- _Activity_
Pick out the lines below that contain the string "nodes" and copy them all.

- _Source data_

☆ ☆ ☆ ☆

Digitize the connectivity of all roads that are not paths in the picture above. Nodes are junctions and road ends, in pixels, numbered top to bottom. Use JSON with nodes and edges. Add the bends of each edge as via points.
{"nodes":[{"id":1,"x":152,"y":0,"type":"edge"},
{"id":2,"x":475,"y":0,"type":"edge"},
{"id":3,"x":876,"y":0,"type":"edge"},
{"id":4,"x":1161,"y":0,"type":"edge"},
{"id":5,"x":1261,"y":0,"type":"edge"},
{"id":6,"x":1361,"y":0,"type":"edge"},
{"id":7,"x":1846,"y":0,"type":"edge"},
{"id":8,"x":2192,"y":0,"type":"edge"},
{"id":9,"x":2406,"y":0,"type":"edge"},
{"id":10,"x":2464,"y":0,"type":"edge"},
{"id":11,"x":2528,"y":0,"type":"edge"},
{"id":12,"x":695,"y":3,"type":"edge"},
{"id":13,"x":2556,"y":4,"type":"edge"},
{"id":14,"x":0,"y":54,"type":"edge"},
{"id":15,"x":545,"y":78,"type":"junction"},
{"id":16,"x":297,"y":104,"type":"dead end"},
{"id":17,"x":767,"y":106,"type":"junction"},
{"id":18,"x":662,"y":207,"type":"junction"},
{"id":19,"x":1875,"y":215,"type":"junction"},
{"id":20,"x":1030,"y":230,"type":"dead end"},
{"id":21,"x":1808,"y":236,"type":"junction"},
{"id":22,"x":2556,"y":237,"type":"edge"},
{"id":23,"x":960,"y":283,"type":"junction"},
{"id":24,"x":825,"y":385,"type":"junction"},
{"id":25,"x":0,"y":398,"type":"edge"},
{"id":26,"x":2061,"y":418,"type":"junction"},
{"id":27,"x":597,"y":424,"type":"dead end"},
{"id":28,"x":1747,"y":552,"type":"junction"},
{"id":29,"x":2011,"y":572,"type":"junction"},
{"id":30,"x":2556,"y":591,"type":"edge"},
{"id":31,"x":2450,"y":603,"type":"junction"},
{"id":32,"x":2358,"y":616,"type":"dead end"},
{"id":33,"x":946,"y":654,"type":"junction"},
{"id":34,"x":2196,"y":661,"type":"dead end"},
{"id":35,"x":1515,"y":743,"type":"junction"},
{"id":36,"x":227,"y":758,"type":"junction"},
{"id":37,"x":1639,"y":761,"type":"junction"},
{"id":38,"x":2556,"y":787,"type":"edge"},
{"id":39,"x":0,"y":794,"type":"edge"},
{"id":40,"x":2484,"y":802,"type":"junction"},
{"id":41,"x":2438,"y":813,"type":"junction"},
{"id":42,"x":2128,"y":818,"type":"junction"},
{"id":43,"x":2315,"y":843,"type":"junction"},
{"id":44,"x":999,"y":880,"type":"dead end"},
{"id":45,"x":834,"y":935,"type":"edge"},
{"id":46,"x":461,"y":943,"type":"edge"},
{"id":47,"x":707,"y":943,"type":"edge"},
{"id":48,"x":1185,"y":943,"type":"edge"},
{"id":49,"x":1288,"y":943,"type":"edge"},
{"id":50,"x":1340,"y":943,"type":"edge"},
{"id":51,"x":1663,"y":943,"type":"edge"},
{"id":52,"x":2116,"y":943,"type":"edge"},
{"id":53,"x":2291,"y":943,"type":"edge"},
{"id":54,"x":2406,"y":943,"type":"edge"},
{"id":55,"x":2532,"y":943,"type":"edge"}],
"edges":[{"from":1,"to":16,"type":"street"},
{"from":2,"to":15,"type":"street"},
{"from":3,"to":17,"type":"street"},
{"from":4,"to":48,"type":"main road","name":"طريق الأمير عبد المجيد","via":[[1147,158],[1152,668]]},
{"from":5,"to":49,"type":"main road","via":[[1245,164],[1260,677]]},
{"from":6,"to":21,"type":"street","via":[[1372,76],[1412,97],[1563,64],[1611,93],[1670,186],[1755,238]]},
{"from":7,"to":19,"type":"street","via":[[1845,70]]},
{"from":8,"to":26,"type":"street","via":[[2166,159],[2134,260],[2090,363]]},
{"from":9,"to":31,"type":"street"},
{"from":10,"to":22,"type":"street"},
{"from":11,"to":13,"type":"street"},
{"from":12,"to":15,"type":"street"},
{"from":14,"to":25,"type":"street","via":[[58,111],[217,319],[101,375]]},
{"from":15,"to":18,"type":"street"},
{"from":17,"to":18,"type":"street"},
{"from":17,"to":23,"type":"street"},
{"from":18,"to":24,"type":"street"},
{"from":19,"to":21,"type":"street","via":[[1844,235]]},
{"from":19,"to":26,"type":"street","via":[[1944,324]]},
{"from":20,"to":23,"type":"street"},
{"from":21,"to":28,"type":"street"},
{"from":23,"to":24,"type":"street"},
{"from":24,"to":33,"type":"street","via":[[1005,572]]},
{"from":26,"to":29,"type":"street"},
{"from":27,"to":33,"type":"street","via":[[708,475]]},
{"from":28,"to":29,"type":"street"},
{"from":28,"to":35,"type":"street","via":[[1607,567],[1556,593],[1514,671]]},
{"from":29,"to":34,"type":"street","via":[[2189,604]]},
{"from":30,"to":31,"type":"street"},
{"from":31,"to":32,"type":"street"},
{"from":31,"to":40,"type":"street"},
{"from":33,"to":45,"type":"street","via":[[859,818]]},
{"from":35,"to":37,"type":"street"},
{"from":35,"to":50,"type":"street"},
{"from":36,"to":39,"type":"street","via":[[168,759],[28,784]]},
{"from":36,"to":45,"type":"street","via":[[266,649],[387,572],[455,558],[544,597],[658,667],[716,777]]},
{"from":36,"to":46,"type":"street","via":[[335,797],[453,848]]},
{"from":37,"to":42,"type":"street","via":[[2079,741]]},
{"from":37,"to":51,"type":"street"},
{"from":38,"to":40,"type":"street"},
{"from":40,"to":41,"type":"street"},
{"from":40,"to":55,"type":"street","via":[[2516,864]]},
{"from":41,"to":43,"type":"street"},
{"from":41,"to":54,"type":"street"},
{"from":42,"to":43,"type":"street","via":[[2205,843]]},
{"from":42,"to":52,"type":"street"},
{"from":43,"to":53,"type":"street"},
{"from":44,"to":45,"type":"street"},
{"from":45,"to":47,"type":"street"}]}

☆ ☆ ☆ ☆

- _Solution below_
Digitize the connectivity of all roads that are not paths in the picture above. Nodes are junctions and road ends, in pixels, numbered top to bottom. Use JSON with nodes and edges. Add the bends of each edge as via points.
{"nodes":[{"id":1,"x":152,"y":0,"type":"edge"},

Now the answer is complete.